→ **REQUIREMENT**
Leave the images out. Give every line below again, precisely.
+++ INFORMATION PROVIDED
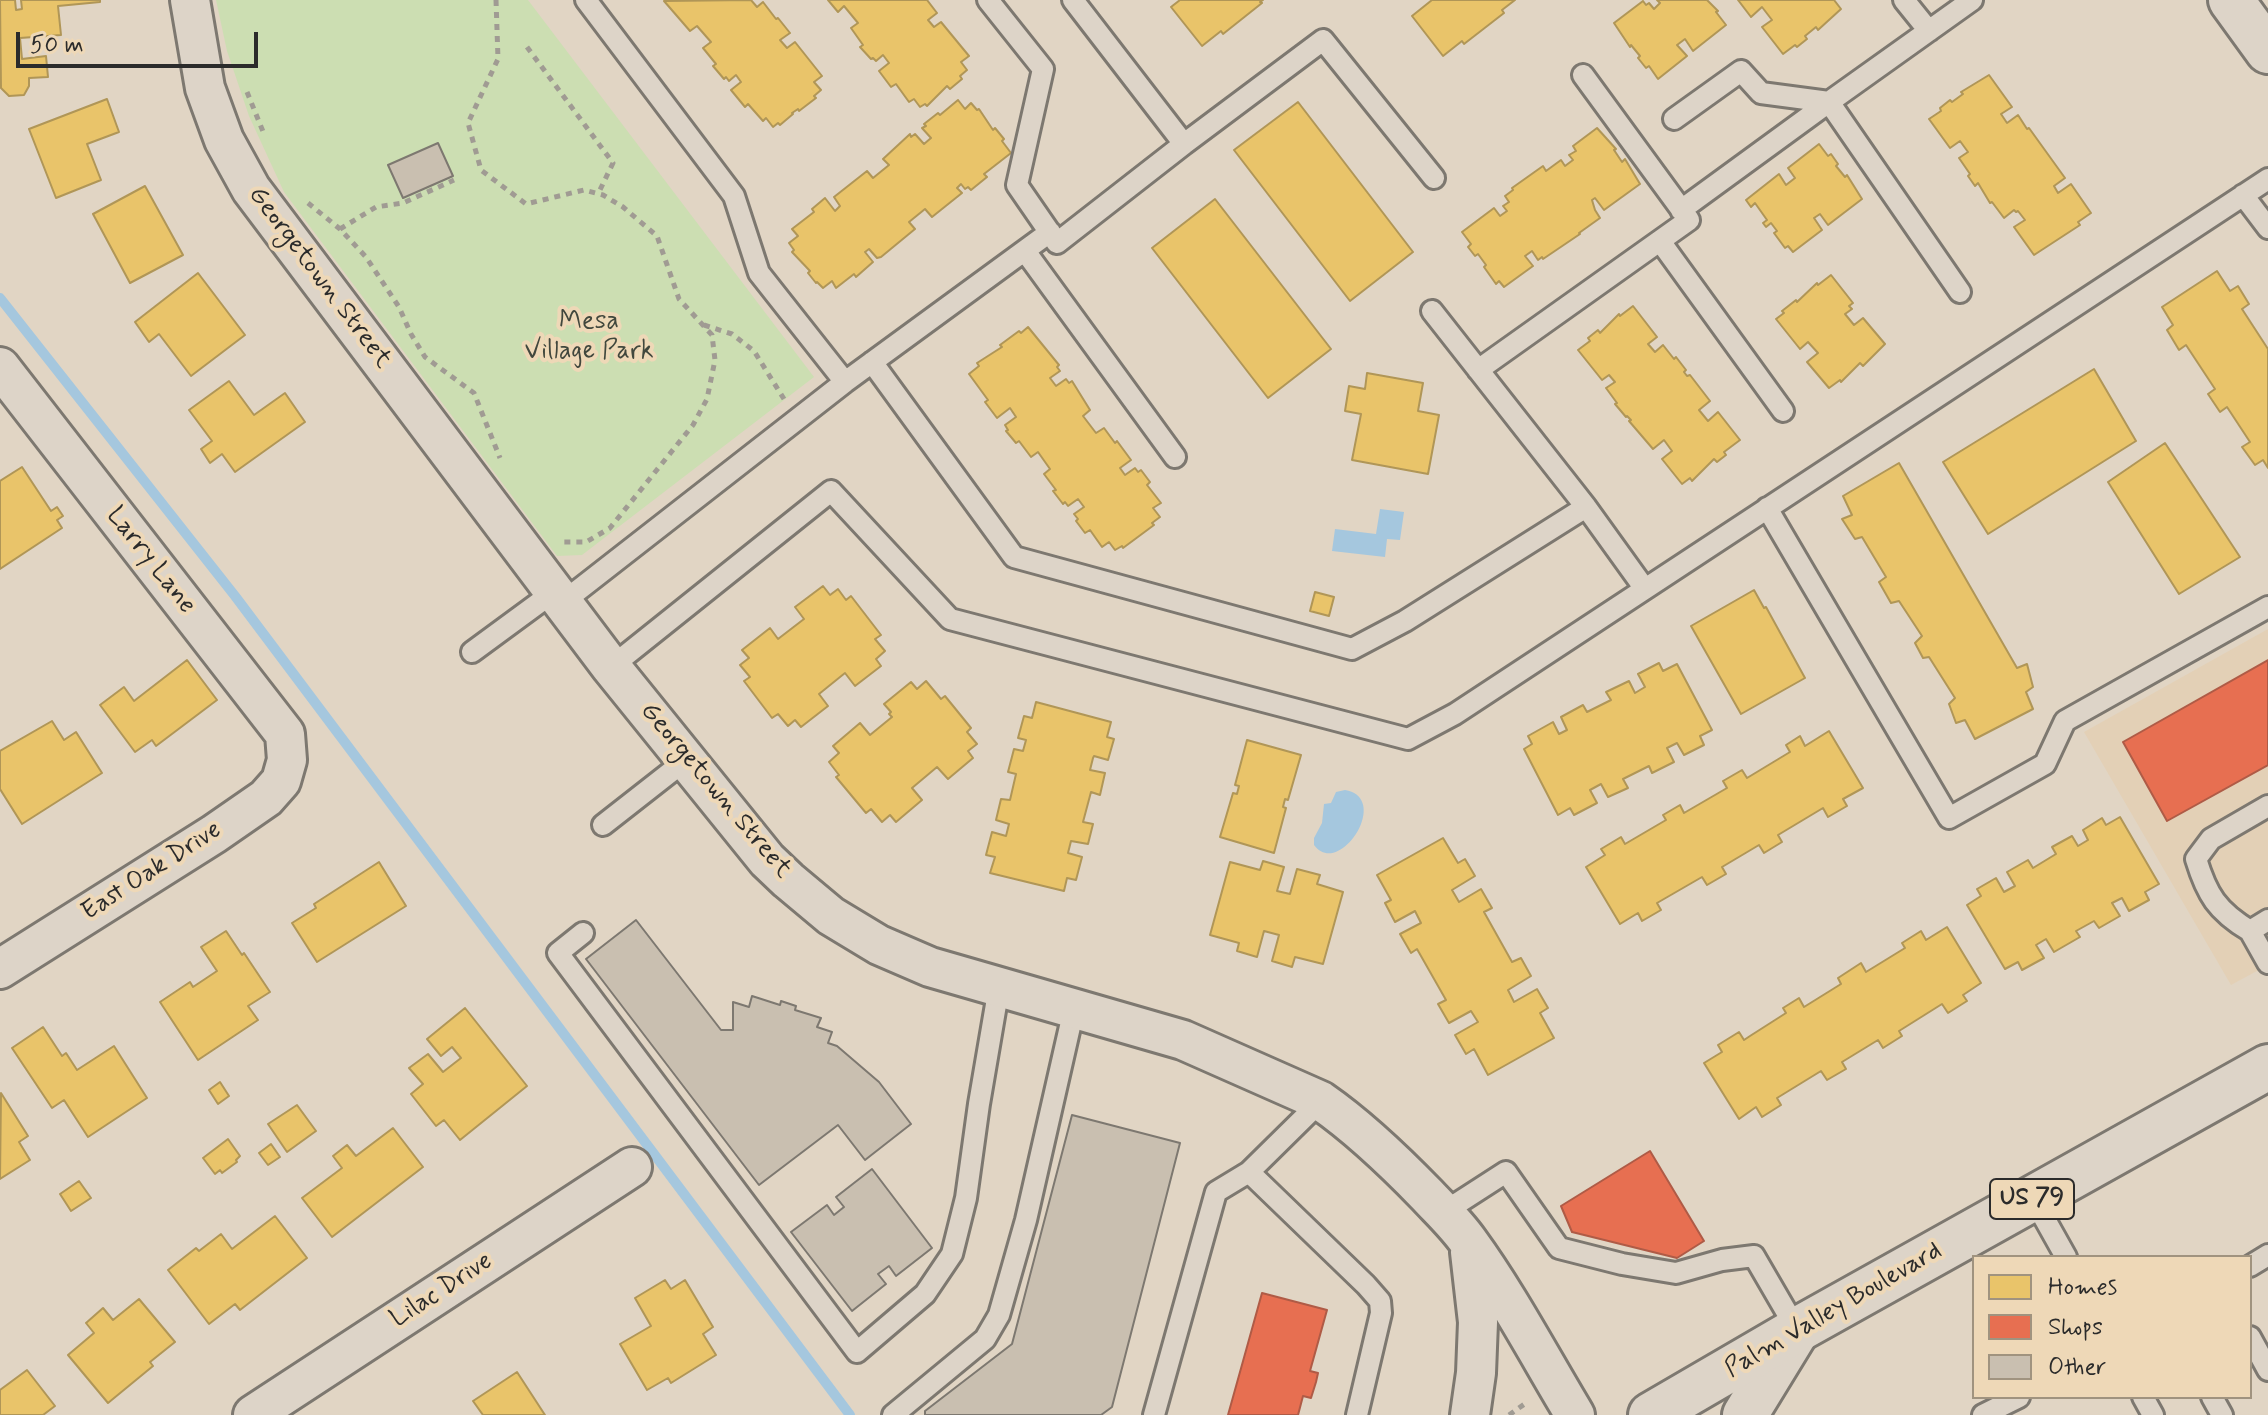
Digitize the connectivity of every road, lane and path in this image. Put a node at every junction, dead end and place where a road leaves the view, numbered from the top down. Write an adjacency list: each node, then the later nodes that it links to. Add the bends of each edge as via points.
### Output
1 (190, 0): 45 (street, Georgetown Street, via 205,88 224,140 251,189)
2 (496, 0): 21 (path, via 498,59 468,123 481,170 526,204 584,190)
3 (586, 0): 36 (lane, via 734,196 759,273)
4 (988, 0): 27 (lane, via 1043,69 1017,185)
5 (1073, 0): 17 (lane)
6 (1904, 0): 9 (lane)
7 (1972, 0): 9 (lane)
8 (2231, 0): 11 (main road)
9 (1929, 31): 14 (lane)
10 (527, 47): 21 (path, via 613,163)
11 (2268, 51)
12 (1583, 75): 24 (lane)
13 (245, 86): 16 (path)
14 (1829, 102): 15 (lane, via 1761,93 1741,71); 24 (lane); 30 (lane)
15 (1674, 119)
16 (267, 142)
17 (1184, 144): 18 (lane, via 1323,40); 27 (lane, via 1057,243)
18 (1434, 178)
19 (2268, 179): 22 (lane)
20 (454, 180): 26 (path, via 403,203 376,207)
21 (598, 194): 32 (path, via 657,236 679,299)
22 (2243, 195): 25 (lane); 42 (lane)
23 (307, 202): 26 (path)
24 (1681, 210): 28 (lane, via 1689,220)
25 (2268, 228)
26 (340, 229): 40 (path, via 366,257 425,357 474,393)
27 (1050, 232): 29 (lane)
28 (1660, 241): 35 (lane); 37 (lane)
29 (1025, 251): 33 (lane); 39 (lane)
30 (1960, 292)
31 (1432, 311): 35 (lane)
32 (703, 325): 38 (path, via 732,334 754,351); 43 (path, via 712,335 715,360 707,399 693,425 610,528 586,542 564,542)
33 (872, 362): 36 (lane); 41 (lane, via 1014,557 1352,649)
34 (0, 367): 49 (street, Larry Lane, via 285,734)
35 (1478, 370): 41 (lane)
36 (845, 382): 38 (lane)
37 (1783, 411)
38 (798, 420): 45 (lane)
39 (1175, 457)
40 (507, 469)
41 (1586, 507): 44 (lane)
42 (1767, 508): 44 (lane); 46 (lane, via 1949,818 2045,764 2065,721)
43 (557, 535)
44 (1645, 589): 48 (lane, via 1455,714 1408,739 950,619 831,491)
45 (559, 596): 47 (lane); 48 (street, Georgetown Street)
46 (2268, 607)
47 (472, 652)
48 (611, 667): 50 (street, Georgetown Street)
49 (287, 760): 57 (street, East Oak Drive, via 281,781 266,798)
50 (686, 760): 52 (lane); 58 (street, Georgetown Street, via 767,860 831,916 930,967)
51 (2268, 806): 54 (lane, via 2211,839 2196,859 2215,905)
52 (603, 825)
53 (2268, 920): 54 (lane)
54 (2250, 931): 56 (lane)
55 (583, 933): 58 (lane, via 558,953 857,1352 925,1294 952,1254 966,1198)
56 (2268, 963)
57 (0, 969)
58 (999, 987): 59 (street, Georgetown Street)
59 (1074, 1009): 61 (street, Georgetown Street, via 1183,1040); 74 (lane, via 999,1315 985,1339)
60 (2268, 1067): 64 (main road, Palm Valley Boulevard / US 79)
61 (1321, 1101): 63 (lane); 65 (street, Georgetown Street, via 1396,1163)
62 (632, 1167): 73 (street, Lilac Drive)
63 (1249, 1172): 75 (lane, via 1216,1192); 76 (lane, via 1380,1301)
64 (2033, 1198): 67 (lane); 68 (main road, Palm Valley Boulevard / US 79)
65 (1444, 1212): 66 (street, Georgetown Street); 68 (lane, via 1506,1172 1559,1248 1676,1273 1754,1256)
66 (1469, 1242): 77 (street, via 1478,1322); 79 (street, Georgetown Street)
67 (2065, 1255)
68 (1797, 1330): 80 (main road, Palm Valley Boulevard / US 79); 81 (main road)
69 (2252, 1341): 70 (lane)
70 (2268, 1370)
71 (2015, 1399): 82 (lane)
72 (1526, 1403): 78 (path)
73 (253, 1415)
74 (893, 1415)
75 (1154, 1415)
76 (1357, 1415)
77 (1470, 1415)
78 (1509, 1415)
79 (1575, 1415)
80 (1651, 1415)
81 (1745, 1415)
82 (1983, 1415)

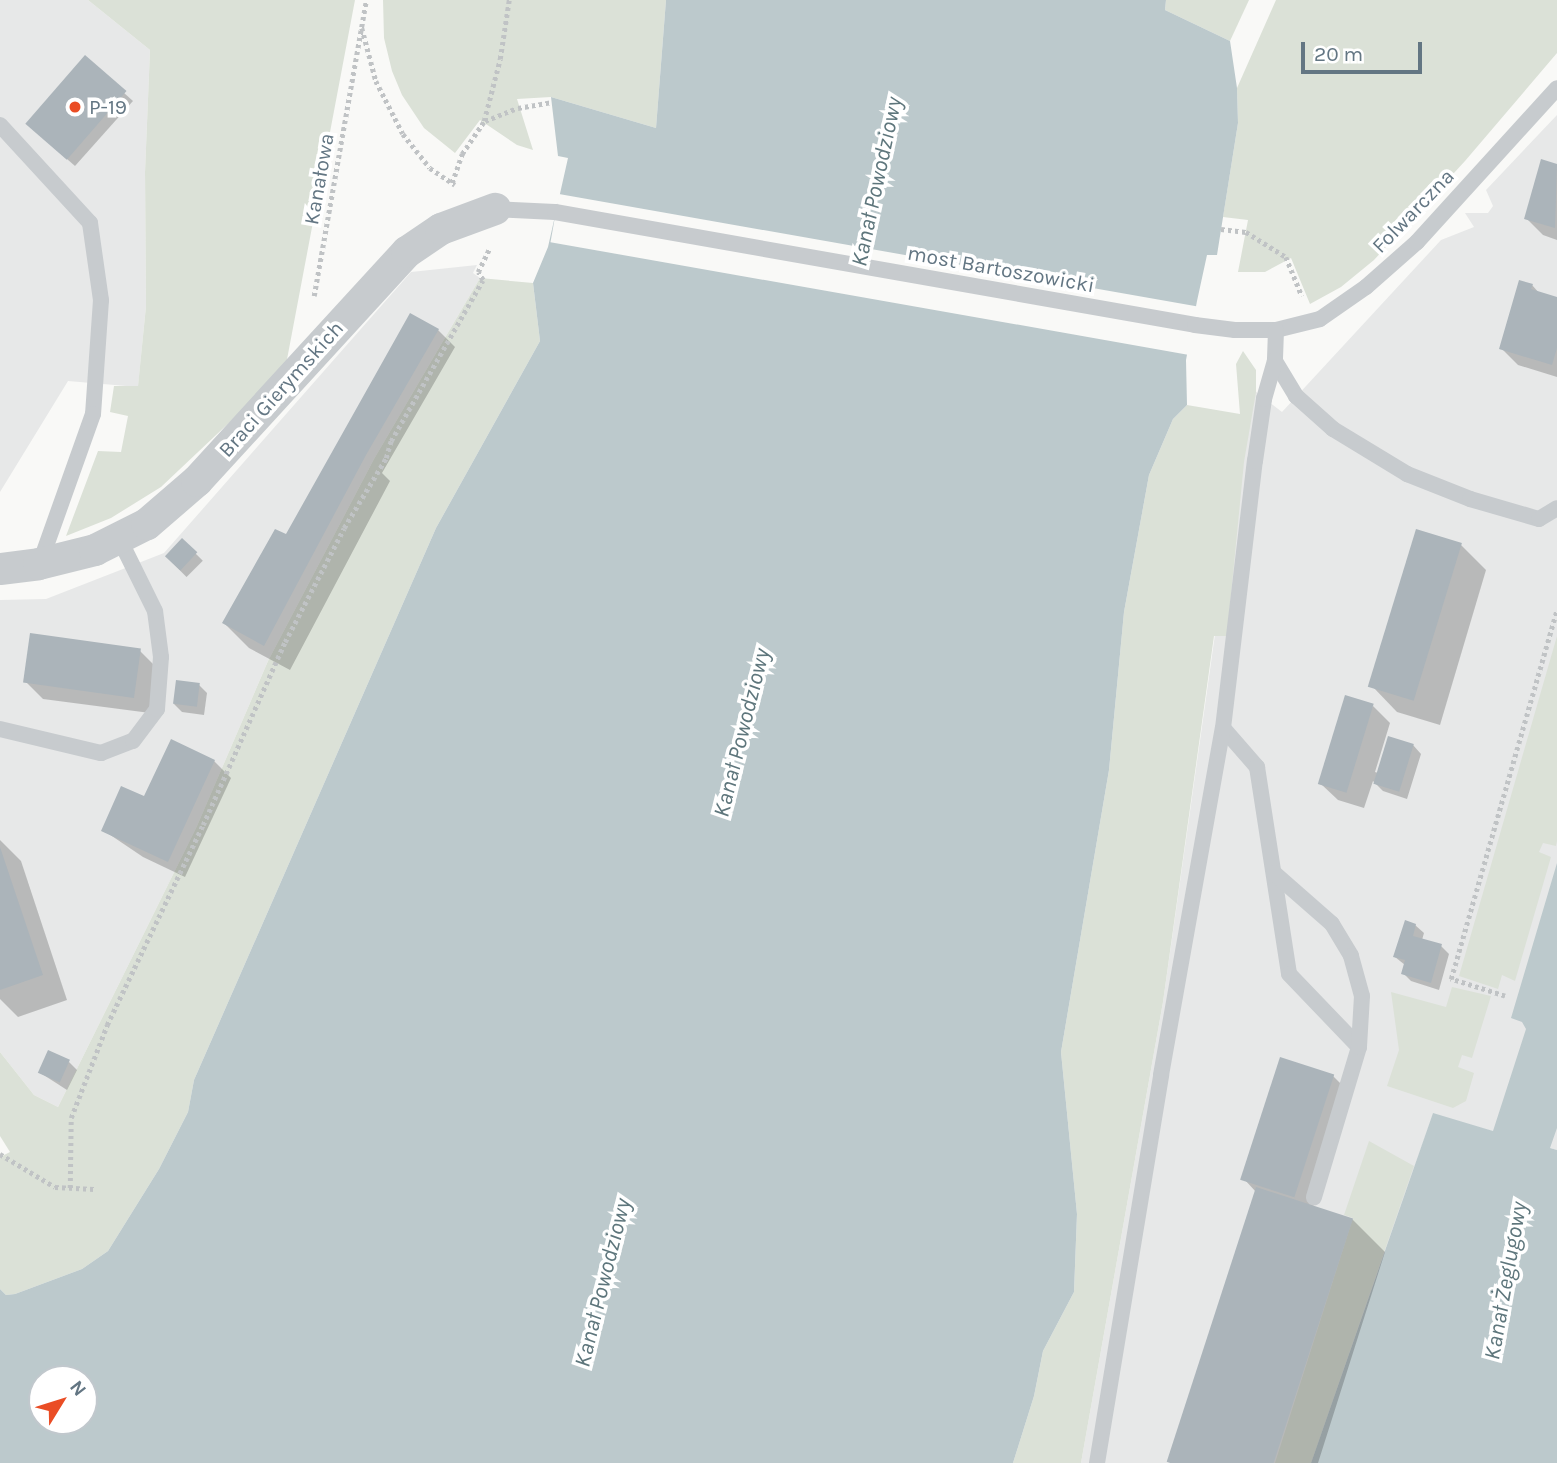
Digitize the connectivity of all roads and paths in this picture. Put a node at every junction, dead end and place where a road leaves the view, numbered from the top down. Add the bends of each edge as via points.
1 (366, 0) edge
2 (509, 0) edge
3 (362, 28) junction
4 (1557, 88) edge
5 (551, 103) dead end
6 (484, 121) junction
7 (0, 125) edge
8 (452, 183) junction
9 (495, 209) junction
10 (555, 212) joint
11 (1222, 229) dead end
12 (483, 280) dead end
13 (1306, 305) dead end
14 (1276, 330) junction
15 (1275, 361) junction
16 (304, 363) junction
17 (1557, 508) edge
18 (120, 538) junction
19 (39, 564) junction
20 (0, 569) edge
21 (1557, 610) edge
22 (1223, 728) junction
23 (0, 729) edge
24 (1274, 873) junction
25 (1505, 996) dead end
26 (1359, 1047) junction
27 (0, 1154) edge
28 (70, 1188) junction
29 (94, 1189) dead end
30 (1314, 1197) dead end
31 (1097, 1463) edge

1 - 3 path, Kanałowa
2 - 6 path
3 - 8 path via 376,81 403,134 430,168
3 - 16 path, Kanałowa
4 - 14 lane, Folwarczna via 1417,242 1366,287 1320,319
5 - 6 path via 518,108
6 - 8 path via 462,155
7 - 19 lane via 90,223 102,300 93,414
8 - 9 path
9 - 10 lane, Braci Gierymskich
9 - 16 street, Braci Gierymskich via 441,229 407,252
10 - 14 lane, most Bartoszowicki via 1195,325
11 - 13 path via 1246,232 1286,257
12 - 28 path via 285,642 215,801 107,1025 71,1118
14 - 15 lane
15 - 17 lane via 1296,396 1334,429 1407,474 1539,519
15 - 22 lane via 1256,448
16 - 18 street, Braci Gierymskich via 197,481 147,523
18 - 19 street, Braci Gierymskich via 95,550
18 - 23 lane via 155,611 161,657 157,709 133,741 101,753
19 - 20 street, Braci Gierymskich
21 - 25 path via 1451,979
22 - 24 lane via 1257,767
22 - 31 lane
24 - 26 lane via 1289,974
24 - 26 lane via 1332,924 1352,956 1362,996
26 - 30 lane
27 - 28 path via 37,1179
28 - 29 path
++++++
→ **RESPONSE AREA**
Digitize the connectivity of every road, lane and path in this image. Put a node at every junction, dead end and place where a road leaves the view, numbered from the top down. Write an adjacency list: each node, then the later nodes that it links to. Add the bends of each edge as via points.
### Output
1 (190, 0): 45 (street, Georgetown Street, via 205,88 224,140 251,189)
2 (496, 0): 21 (path, via 498,59 468,123 481,170 526,204 584,190)
3 (586, 0): 36 (lane, via 734,196 759,273)
4 (988, 0): 27 (lane, via 1043,69 1017,185)
5 (1073, 0): 17 (lane)
6 (1904, 0): 9 (lane)
7 (1972, 0): 9 (lane)
8 (2231, 0): 11 (main road)
9 (1929, 31): 14 (lane)
10 (527, 47): 21 (path, via 613,163)
11 (2268, 51)
12 (1583, 75): 24 (lane)
13 (245, 86): 16 (path)
14 (1829, 102): 15 (lane, via 1761,93 1741,71); 24 (lane); 30 (lane)
15 (1674, 119)
16 (267, 142)
17 (1184, 144): 18 (lane, via 1323,40); 27 (lane, via 1057,243)
18 (1434, 178)
19 (2268, 179): 22 (lane)
20 (454, 180): 26 (path, via 403,203 376,207)
21 (598, 194): 32 (path, via 657,236 679,299)
22 (2243, 195): 25 (lane); 42 (lane)
23 (307, 202): 26 (path)
24 (1681, 210): 28 (lane, via 1689,220)
25 (2268, 228)
26 (340, 229): 40 (path, via 366,257 425,357 474,393)
27 (1050, 232): 29 (lane)
28 (1660, 241): 35 (lane); 37 (lane)
29 (1025, 251): 33 (lane); 39 (lane)
30 (1960, 292)
31 (1432, 311): 35 (lane)
32 (703, 325): 38 (path, via 732,334 754,351); 43 (path, via 712,335 715,360 707,399 693,425 610,528 586,542 564,542)
33 (872, 362): 36 (lane); 41 (lane, via 1014,557 1352,649)
34 (0, 367): 49 (street, Larry Lane, via 285,734)
35 (1478, 370): 41 (lane)
36 (845, 382): 38 (lane)
37 (1783, 411)
38 (798, 420): 45 (lane)
39 (1175, 457)
40 (507, 469)
41 (1586, 507): 44 (lane)
42 (1767, 508): 44 (lane); 46 (lane, via 1949,818 2045,764 2065,721)
43 (557, 535)
44 (1645, 589): 48 (lane, via 1455,714 1408,739 950,619 831,491)
45 (559, 596): 47 (lane); 48 (street, Georgetown Street)
46 (2268, 607)
47 (472, 652)
48 (611, 667): 50 (street, Georgetown Street)
49 (287, 760): 57 (street, East Oak Drive, via 281,781 266,798)
50 (686, 760): 52 (lane); 58 (street, Georgetown Street, via 767,860 831,916 930,967)
51 (2268, 806): 54 (lane, via 2211,839 2196,859 2215,905)
52 (603, 825)
53 (2268, 920): 54 (lane)
54 (2250, 931): 56 (lane)
55 (583, 933): 58 (lane, via 558,953 857,1352 925,1294 952,1254 966,1198)
56 (2268, 963)
57 (0, 969)
58 (999, 987): 59 (street, Georgetown Street)
59 (1074, 1009): 61 (street, Georgetown Street, via 1183,1040); 74 (lane, via 999,1315 985,1339)
60 (2268, 1067): 64 (main road, Palm Valley Boulevard / US 79)
61 (1321, 1101): 63 (lane); 65 (street, Georgetown Street, via 1396,1163)
62 (632, 1167): 73 (street, Lilac Drive)
63 (1249, 1172): 75 (lane, via 1216,1192); 76 (lane, via 1380,1301)
64 (2033, 1198): 67 (lane); 68 (main road, Palm Valley Boulevard / US 79)
65 (1444, 1212): 66 (street, Georgetown Street); 68 (lane, via 1506,1172 1559,1248 1676,1273 1754,1256)
66 (1469, 1242): 77 (street, via 1478,1322); 79 (street, Georgetown Street)
67 (2065, 1255)
68 (1797, 1330): 80 (main road, Palm Valley Boulevard / US 79); 81 (main road)
69 (2252, 1341): 70 (lane)
70 (2268, 1370)
71 (2015, 1399): 82 (lane)
72 (1526, 1403): 78 (path)
73 (253, 1415)
74 (893, 1415)
75 (1154, 1415)
76 (1357, 1415)
77 (1470, 1415)
78 (1509, 1415)
79 (1575, 1415)
80 (1651, 1415)
81 (1745, 1415)
82 (1983, 1415)

Digitize the connectivity of all roads and paths in this picture. Put a node at every junction, dead end and place where a road leaves the view, numbered from the top down. Add the bends of each edge as via points.
1 (366, 0) edge
2 (509, 0) edge
3 (362, 28) junction
4 (1557, 88) edge
5 (551, 103) dead end
6 (484, 121) junction
7 (0, 125) edge
8 (452, 183) junction
9 (495, 209) junction
10 (555, 212) joint
11 (1222, 229) dead end
12 (483, 280) dead end
13 (1306, 305) dead end
14 (1276, 330) junction
15 (1275, 361) junction
16 (304, 363) junction
17 (1557, 508) edge
18 (120, 538) junction
19 (39, 564) junction
20 (0, 569) edge
21 (1557, 610) edge
22 (1223, 728) junction
23 (0, 729) edge
24 (1274, 873) junction
25 (1505, 996) dead end
26 (1359, 1047) junction
27 (0, 1154) edge
28 (70, 1188) junction
29 (94, 1189) dead end
30 (1314, 1197) dead end
31 (1097, 1463) edge

1 - 3 path, Kanałowa
2 - 6 path
3 - 8 path via 376,81 403,134 430,168
3 - 16 path, Kanałowa
4 - 14 lane, Folwarczna via 1417,242 1366,287 1320,319
5 - 6 path via 518,108
6 - 8 path via 462,155
7 - 19 lane via 90,223 102,300 93,414
8 - 9 path
9 - 10 lane, Braci Gierymskich
9 - 16 street, Braci Gierymskich via 441,229 407,252
10 - 14 lane, most Bartoszowicki via 1195,325
11 - 13 path via 1246,232 1286,257
12 - 28 path via 285,642 215,801 107,1025 71,1118
14 - 15 lane
15 - 17 lane via 1296,396 1334,429 1407,474 1539,519
15 - 22 lane via 1256,448
16 - 18 street, Braci Gierymskich via 197,481 147,523
18 - 19 street, Braci Gierymskich via 95,550
18 - 23 lane via 155,611 161,657 157,709 133,741 101,753
19 - 20 street, Braci Gierymskich
21 - 25 path via 1451,979
22 - 24 lane via 1257,767
22 - 31 lane
24 - 26 lane via 1289,974
24 - 26 lane via 1332,924 1352,956 1362,996
26 - 30 lane
27 - 28 path via 37,1179
28 - 29 path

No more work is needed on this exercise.